WHAT IS NEEDED: Copy all lines in the data that contain the string "Oubada".

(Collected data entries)
========================
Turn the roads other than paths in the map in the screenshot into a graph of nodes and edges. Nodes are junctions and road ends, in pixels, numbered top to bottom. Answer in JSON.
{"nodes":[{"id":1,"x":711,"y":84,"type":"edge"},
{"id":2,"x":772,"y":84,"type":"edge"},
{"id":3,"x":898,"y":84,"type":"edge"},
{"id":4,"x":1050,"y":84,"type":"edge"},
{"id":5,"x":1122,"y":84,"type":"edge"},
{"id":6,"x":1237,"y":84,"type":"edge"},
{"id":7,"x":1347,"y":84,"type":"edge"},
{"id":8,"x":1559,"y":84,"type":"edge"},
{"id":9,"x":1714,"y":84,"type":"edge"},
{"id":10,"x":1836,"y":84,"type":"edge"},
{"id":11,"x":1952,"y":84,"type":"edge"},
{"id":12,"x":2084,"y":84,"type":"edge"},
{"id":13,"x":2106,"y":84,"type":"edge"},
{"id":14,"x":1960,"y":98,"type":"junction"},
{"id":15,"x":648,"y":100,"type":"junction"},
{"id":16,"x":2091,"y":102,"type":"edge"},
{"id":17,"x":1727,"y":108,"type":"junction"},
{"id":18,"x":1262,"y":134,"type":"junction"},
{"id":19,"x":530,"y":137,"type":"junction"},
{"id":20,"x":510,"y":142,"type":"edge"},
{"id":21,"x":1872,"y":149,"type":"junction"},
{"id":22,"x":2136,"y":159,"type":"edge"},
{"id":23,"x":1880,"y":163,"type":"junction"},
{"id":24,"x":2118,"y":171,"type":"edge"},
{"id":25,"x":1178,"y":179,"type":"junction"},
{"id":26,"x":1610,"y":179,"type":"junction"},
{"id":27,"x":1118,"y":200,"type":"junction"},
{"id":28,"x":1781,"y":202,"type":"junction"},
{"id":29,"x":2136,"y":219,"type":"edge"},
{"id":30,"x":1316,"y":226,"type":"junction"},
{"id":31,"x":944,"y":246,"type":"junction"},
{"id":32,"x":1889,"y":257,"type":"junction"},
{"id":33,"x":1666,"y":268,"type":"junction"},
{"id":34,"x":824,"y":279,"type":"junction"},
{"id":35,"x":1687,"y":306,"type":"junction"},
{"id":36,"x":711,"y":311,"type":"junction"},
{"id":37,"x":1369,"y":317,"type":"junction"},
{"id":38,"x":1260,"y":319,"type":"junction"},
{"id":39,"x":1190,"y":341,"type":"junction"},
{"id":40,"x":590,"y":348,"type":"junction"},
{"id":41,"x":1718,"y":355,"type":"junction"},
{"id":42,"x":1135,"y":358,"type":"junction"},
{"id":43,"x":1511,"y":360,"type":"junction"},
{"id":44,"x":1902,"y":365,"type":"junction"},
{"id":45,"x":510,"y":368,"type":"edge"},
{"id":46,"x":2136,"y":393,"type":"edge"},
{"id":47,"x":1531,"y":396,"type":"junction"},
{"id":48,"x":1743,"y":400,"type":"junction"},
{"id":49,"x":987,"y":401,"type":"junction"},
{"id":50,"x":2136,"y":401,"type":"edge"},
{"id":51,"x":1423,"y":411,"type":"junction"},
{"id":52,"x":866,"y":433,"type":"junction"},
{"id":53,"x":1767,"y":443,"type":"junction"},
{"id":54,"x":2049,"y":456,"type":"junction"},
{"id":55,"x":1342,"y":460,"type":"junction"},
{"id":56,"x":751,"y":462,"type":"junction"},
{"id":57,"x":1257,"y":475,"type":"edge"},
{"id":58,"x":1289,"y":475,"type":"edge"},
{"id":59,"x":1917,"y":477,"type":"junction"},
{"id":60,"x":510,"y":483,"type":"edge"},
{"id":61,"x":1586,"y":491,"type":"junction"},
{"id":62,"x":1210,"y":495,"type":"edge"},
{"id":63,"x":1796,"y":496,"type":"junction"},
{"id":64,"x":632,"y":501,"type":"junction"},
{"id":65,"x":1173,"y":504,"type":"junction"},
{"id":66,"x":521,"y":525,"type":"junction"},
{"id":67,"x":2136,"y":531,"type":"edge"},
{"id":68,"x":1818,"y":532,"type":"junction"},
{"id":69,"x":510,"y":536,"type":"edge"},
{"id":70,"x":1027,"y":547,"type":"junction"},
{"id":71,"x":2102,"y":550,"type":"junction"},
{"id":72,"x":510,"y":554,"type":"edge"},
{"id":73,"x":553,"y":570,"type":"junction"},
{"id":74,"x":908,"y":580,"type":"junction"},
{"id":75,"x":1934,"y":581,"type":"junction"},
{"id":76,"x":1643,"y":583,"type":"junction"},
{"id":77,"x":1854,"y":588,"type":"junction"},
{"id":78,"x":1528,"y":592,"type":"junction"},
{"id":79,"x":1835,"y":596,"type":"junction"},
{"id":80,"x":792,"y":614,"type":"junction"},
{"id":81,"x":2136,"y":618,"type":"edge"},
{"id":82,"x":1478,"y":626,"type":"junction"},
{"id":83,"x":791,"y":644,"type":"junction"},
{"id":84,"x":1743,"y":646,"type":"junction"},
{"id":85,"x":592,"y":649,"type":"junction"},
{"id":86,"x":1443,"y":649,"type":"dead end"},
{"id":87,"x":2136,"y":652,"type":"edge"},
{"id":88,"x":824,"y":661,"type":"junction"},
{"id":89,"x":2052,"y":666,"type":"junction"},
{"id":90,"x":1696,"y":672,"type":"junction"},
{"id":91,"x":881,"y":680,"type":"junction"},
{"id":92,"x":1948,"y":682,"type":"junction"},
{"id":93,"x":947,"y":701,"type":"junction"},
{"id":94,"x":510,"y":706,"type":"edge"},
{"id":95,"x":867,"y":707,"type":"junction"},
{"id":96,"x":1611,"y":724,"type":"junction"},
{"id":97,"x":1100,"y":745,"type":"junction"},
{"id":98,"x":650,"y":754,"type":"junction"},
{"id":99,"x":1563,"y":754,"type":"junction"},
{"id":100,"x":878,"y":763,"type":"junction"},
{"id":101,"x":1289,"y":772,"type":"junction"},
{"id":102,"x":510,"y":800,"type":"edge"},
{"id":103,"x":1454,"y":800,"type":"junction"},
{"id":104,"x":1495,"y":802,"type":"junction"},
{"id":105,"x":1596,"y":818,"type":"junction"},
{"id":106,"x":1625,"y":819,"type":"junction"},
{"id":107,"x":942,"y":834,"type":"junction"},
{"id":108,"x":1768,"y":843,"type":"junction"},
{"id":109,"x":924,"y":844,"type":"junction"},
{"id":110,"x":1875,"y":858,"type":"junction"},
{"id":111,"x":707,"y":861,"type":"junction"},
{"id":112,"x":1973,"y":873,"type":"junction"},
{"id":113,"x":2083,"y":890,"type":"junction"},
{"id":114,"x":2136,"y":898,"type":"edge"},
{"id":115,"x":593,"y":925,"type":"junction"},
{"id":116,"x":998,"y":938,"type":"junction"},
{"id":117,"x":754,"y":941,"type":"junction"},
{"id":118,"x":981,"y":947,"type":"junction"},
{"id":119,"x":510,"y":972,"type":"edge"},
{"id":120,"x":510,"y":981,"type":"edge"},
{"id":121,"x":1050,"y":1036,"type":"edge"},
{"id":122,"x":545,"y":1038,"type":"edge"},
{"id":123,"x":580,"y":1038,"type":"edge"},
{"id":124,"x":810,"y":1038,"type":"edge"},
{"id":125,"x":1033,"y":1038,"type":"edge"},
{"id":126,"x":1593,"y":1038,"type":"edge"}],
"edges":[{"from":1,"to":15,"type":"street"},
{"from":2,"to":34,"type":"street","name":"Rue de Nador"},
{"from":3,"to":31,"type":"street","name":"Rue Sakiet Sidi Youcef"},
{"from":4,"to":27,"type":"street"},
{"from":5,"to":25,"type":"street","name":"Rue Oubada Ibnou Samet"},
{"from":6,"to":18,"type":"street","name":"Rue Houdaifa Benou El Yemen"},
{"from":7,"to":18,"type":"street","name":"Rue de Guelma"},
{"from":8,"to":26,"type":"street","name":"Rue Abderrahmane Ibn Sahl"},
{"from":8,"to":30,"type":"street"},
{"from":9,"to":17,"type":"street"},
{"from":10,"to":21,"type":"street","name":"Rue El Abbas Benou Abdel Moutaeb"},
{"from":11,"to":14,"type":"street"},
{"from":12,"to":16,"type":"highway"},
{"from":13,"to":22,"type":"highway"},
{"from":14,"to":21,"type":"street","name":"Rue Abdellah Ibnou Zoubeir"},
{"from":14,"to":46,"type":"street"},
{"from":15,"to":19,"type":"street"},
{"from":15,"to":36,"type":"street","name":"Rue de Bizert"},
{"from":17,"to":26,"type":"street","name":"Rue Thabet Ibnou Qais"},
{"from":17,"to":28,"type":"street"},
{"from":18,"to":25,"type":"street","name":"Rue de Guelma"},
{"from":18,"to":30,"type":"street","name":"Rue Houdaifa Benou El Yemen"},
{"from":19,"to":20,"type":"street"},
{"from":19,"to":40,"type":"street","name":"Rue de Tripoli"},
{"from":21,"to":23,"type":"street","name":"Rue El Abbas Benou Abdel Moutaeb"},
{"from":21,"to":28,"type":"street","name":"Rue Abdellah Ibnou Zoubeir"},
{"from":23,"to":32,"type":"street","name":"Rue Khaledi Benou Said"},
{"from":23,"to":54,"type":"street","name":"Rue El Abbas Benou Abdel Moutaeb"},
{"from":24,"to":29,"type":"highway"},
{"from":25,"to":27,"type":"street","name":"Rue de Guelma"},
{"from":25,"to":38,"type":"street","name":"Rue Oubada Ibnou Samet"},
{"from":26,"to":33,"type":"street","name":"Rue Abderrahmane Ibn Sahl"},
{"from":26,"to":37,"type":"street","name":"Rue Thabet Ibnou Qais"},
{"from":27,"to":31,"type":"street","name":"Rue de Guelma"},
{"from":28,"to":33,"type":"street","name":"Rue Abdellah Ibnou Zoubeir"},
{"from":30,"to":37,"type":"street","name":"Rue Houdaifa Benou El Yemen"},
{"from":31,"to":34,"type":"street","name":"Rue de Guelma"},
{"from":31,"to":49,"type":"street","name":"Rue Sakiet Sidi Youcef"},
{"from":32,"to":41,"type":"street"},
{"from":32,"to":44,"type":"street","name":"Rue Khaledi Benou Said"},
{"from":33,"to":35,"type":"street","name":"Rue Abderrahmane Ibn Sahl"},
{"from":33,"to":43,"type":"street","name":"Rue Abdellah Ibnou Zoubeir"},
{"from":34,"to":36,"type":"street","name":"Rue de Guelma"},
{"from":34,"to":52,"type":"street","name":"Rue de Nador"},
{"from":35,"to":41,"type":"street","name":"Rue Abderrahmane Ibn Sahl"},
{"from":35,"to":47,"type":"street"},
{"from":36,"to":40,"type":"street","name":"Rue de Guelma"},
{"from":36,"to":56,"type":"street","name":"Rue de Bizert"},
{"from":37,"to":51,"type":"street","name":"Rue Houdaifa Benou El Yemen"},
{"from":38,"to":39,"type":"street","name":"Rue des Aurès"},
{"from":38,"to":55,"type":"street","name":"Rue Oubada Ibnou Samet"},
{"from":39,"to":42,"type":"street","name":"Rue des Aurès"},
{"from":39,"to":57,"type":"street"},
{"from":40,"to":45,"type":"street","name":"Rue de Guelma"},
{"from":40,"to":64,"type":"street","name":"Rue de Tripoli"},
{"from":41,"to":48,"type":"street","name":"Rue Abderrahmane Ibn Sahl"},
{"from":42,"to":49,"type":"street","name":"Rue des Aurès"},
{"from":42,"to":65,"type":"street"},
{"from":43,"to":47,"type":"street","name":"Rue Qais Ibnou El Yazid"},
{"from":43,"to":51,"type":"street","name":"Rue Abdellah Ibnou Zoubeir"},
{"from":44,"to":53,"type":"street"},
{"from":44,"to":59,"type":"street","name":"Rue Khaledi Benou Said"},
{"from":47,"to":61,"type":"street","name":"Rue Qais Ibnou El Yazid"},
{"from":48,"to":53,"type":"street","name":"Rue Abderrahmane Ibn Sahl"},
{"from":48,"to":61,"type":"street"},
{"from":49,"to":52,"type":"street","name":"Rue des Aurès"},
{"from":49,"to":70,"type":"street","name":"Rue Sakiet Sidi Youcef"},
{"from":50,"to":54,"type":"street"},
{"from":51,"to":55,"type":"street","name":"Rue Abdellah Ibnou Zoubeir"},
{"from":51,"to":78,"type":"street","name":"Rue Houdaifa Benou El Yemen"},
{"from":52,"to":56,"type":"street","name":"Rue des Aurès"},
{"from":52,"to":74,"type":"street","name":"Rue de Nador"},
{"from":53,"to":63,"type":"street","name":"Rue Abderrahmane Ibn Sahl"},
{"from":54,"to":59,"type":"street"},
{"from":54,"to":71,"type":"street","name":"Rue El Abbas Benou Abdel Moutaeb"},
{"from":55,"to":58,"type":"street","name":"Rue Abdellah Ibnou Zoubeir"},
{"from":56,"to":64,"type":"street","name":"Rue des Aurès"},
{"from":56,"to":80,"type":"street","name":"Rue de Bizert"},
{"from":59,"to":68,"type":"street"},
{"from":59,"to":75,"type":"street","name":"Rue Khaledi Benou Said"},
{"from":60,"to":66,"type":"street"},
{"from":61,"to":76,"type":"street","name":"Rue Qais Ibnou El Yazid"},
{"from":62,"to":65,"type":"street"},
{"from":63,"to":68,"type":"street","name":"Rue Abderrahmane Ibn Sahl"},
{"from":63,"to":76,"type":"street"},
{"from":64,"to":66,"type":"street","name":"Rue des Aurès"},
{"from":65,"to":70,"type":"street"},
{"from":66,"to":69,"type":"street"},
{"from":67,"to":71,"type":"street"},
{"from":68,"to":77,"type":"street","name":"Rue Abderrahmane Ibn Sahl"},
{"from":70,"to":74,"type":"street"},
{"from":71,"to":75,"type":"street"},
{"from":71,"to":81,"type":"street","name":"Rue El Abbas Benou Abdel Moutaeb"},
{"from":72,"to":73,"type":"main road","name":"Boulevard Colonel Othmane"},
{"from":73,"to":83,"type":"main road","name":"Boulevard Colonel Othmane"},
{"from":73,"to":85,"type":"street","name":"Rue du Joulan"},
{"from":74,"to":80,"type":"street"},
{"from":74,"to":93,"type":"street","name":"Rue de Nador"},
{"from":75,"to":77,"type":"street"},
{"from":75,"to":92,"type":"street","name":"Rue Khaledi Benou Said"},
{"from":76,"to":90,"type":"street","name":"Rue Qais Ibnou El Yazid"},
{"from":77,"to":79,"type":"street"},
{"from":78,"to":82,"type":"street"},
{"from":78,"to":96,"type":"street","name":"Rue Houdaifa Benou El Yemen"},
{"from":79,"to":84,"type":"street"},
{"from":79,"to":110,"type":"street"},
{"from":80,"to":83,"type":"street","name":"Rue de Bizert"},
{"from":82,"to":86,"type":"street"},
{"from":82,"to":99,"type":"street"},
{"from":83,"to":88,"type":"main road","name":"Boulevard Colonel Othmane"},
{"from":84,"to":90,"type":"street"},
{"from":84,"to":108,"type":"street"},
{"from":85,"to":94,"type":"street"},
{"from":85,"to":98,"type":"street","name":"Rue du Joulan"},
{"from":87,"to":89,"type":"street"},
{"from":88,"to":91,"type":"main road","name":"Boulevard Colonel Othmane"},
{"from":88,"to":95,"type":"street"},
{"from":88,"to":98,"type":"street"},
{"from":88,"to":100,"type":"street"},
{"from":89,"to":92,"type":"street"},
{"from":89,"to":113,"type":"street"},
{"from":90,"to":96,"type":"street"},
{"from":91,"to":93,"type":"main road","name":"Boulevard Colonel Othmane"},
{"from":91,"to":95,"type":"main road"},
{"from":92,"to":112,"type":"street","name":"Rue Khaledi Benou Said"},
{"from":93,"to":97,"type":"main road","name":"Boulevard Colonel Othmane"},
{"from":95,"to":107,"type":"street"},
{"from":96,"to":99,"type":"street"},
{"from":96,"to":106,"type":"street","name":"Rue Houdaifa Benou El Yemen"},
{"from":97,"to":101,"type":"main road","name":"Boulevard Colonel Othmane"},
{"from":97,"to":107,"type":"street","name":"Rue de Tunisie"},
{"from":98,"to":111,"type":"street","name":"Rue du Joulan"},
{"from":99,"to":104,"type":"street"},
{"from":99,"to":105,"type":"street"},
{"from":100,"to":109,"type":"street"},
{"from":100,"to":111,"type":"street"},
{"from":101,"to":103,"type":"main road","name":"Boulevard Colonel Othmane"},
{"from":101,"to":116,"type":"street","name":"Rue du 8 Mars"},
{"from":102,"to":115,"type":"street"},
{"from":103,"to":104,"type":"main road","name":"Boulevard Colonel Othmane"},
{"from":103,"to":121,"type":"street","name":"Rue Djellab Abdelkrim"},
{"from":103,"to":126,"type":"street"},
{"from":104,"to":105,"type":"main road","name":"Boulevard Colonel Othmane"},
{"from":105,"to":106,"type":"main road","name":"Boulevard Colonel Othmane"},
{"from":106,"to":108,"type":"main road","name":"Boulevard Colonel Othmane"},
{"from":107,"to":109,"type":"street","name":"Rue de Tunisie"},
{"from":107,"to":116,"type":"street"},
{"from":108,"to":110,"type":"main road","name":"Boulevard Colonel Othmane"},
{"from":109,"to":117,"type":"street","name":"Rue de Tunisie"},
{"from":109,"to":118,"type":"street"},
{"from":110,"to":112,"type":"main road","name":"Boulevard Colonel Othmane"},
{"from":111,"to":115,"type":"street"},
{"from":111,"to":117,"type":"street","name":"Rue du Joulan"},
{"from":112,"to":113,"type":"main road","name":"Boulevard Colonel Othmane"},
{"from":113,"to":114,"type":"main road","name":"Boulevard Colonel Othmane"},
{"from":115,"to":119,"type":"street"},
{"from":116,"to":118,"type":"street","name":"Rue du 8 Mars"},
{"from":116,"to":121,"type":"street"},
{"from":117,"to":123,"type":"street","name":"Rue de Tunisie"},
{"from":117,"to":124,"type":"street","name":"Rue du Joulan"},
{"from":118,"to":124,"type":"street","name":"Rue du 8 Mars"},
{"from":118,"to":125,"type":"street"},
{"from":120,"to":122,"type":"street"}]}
========================
SOLUTION TO THE PROBLEM:
{"from":5,"to":25,"type":"street","name":"Rue Oubada Ibnou Samet"},
{"from":25,"to":38,"type":"street","name":"Rue Oubada Ibnou Samet"},
{"from":38,"to":55,"type":"street","name":"Rue Oubada Ibnou Samet"},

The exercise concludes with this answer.